AIM OF THE EXERCISE>
Return each record shown beneath, word for word.

EXCERPTED RECORDS>
"""
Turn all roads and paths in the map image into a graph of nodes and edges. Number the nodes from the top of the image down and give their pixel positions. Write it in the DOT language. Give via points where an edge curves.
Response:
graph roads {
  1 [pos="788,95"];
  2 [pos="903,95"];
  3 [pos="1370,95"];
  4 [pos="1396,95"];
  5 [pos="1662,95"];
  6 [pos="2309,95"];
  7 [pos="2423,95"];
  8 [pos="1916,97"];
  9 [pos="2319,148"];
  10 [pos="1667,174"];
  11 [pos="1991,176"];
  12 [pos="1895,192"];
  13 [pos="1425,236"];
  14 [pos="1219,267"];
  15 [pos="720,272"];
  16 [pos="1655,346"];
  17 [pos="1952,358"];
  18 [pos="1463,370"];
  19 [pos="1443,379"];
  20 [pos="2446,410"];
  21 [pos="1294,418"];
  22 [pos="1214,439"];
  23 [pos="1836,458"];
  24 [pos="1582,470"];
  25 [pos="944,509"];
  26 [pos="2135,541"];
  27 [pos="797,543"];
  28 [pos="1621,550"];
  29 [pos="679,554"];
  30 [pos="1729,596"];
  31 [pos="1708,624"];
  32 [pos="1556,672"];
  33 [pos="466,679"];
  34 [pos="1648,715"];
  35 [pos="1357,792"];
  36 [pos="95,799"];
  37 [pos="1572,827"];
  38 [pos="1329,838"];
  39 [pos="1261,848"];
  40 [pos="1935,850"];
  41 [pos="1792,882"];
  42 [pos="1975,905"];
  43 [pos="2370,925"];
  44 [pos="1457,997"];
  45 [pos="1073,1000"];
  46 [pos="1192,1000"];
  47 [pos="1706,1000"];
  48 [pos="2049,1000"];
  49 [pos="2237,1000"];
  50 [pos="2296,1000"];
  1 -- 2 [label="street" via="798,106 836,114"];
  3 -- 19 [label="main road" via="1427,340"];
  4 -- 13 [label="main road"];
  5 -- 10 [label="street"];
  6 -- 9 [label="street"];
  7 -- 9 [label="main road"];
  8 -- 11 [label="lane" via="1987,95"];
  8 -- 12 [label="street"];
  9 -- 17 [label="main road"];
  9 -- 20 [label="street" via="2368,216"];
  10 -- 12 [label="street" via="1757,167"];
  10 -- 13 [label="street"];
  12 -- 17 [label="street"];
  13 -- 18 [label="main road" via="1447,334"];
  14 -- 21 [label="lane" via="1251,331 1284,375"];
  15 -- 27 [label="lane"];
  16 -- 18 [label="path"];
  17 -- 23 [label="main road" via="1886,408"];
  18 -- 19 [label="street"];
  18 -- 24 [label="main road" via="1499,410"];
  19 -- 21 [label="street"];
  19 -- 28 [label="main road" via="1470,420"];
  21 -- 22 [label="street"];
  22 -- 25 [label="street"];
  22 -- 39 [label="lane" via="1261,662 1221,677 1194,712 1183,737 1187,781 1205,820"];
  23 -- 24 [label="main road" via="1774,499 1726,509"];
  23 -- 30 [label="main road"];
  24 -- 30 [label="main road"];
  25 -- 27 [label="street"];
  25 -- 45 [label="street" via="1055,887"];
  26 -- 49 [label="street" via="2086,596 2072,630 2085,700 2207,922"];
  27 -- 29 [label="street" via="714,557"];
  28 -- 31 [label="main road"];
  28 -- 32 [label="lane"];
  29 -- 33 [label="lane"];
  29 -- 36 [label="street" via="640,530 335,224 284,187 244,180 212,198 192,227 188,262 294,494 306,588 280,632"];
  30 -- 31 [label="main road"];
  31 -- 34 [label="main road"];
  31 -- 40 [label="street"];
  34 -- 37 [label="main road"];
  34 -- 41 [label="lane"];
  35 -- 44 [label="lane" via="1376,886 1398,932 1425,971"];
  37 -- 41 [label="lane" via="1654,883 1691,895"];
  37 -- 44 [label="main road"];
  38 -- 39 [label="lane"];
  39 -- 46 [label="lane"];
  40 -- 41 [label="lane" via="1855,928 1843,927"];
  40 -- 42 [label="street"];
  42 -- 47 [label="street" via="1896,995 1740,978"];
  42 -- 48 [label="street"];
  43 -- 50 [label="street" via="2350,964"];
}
"""
TASK ANSWER>
Turn all roads and paths in the map image into a graph of nodes and edges. Number the nodes from the top of the image down and give their pixel positions. Write it in the DOT language. Give via points where an edge curves.
Response:
graph roads {
  1 [pos="788,95"];
  2 [pos="903,95"];
  3 [pos="1370,95"];
  4 [pos="1396,95"];
  5 [pos="1662,95"];
  6 [pos="2309,95"];
  7 [pos="2423,95"];
  8 [pos="1916,97"];
  9 [pos="2319,148"];
  10 [pos="1667,174"];
  11 [pos="1991,176"];
  12 [pos="1895,192"];
  13 [pos="1425,236"];
  14 [pos="1219,267"];
  15 [pos="720,272"];
  16 [pos="1655,346"];
  17 [pos="1952,358"];
  18 [pos="1463,370"];
  19 [pos="1443,379"];
  20 [pos="2446,410"];
  21 [pos="1294,418"];
  22 [pos="1214,439"];
  23 [pos="1836,458"];
  24 [pos="1582,470"];
  25 [pos="944,509"];
  26 [pos="2135,541"];
  27 [pos="797,543"];
  28 [pos="1621,550"];
  29 [pos="679,554"];
  30 [pos="1729,596"];
  31 [pos="1708,624"];
  32 [pos="1556,672"];
  33 [pos="466,679"];
  34 [pos="1648,715"];
  35 [pos="1357,792"];
  36 [pos="95,799"];
  37 [pos="1572,827"];
  38 [pos="1329,838"];
  39 [pos="1261,848"];
  40 [pos="1935,850"];
  41 [pos="1792,882"];
  42 [pos="1975,905"];
  43 [pos="2370,925"];
  44 [pos="1457,997"];
  45 [pos="1073,1000"];
  46 [pos="1192,1000"];
  47 [pos="1706,1000"];
  48 [pos="2049,1000"];
  49 [pos="2237,1000"];
  50 [pos="2296,1000"];
  1 -- 2 [label="street" via="798,106 836,114"];
  3 -- 19 [label="main road" via="1427,340"];
  4 -- 13 [label="main road"];
  5 -- 10 [label="street"];
  6 -- 9 [label="street"];
  7 -- 9 [label="main road"];
  8 -- 11 [label="lane" via="1987,95"];
  8 -- 12 [label="street"];
  9 -- 17 [label="main road"];
  9 -- 20 [label="street" via="2368,216"];
  10 -- 12 [label="street" via="1757,167"];
  10 -- 13 [label="street"];
  12 -- 17 [label="street"];
  13 -- 18 [label="main road" via="1447,334"];
  14 -- 21 [label="lane" via="1251,331 1284,375"];
  15 -- 27 [label="lane"];
  16 -- 18 [label="path"];
  17 -- 23 [label="main road" via="1886,408"];
  18 -- 19 [label="street"];
  18 -- 24 [label="main road" via="1499,410"];
  19 -- 21 [label="street"];
  19 -- 28 [label="main road" via="1470,420"];
  21 -- 22 [label="street"];
  22 -- 25 [label="street"];
  22 -- 39 [label="lane" via="1261,662 1221,677 1194,712 1183,737 1187,781 1205,820"];
  23 -- 24 [label="main road" via="1774,499 1726,509"];
  23 -- 30 [label="main road"];
  24 -- 30 [label="main road"];
  25 -- 27 [label="street"];
  25 -- 45 [label="street" via="1055,887"];
  26 -- 49 [label="street" via="2086,596 2072,630 2085,700 2207,922"];
  27 -- 29 [label="street" via="714,557"];
  28 -- 31 [label="main road"];
  28 -- 32 [label="lane"];
  29 -- 33 [label="lane"];
  29 -- 36 [label="street" via="640,530 335,224 284,187 244,180 212,198 192,227 188,262 294,494 306,588 280,632"];
  30 -- 31 [label="main road"];
  31 -- 34 [label="main road"];
  31 -- 40 [label="street"];
  34 -- 37 [label="main road"];
  34 -- 41 [label="lane"];
  35 -- 44 [label="lane" via="1376,886 1398,932 1425,971"];
  37 -- 41 [label="lane" via="1654,883 1691,895"];
  37 -- 44 [label="main road"];
  38 -- 39 [label="lane"];
  39 -- 46 [label="lane"];
  40 -- 41 [label="lane" via="1855,928 1843,927"];
  40 -- 42 [label="street"];
  42 -- 47 [label="street" via="1896,995 1740,978"];
  42 -- 48 [label="street"];
  43 -- 50 [label="street" via="2350,964"];
}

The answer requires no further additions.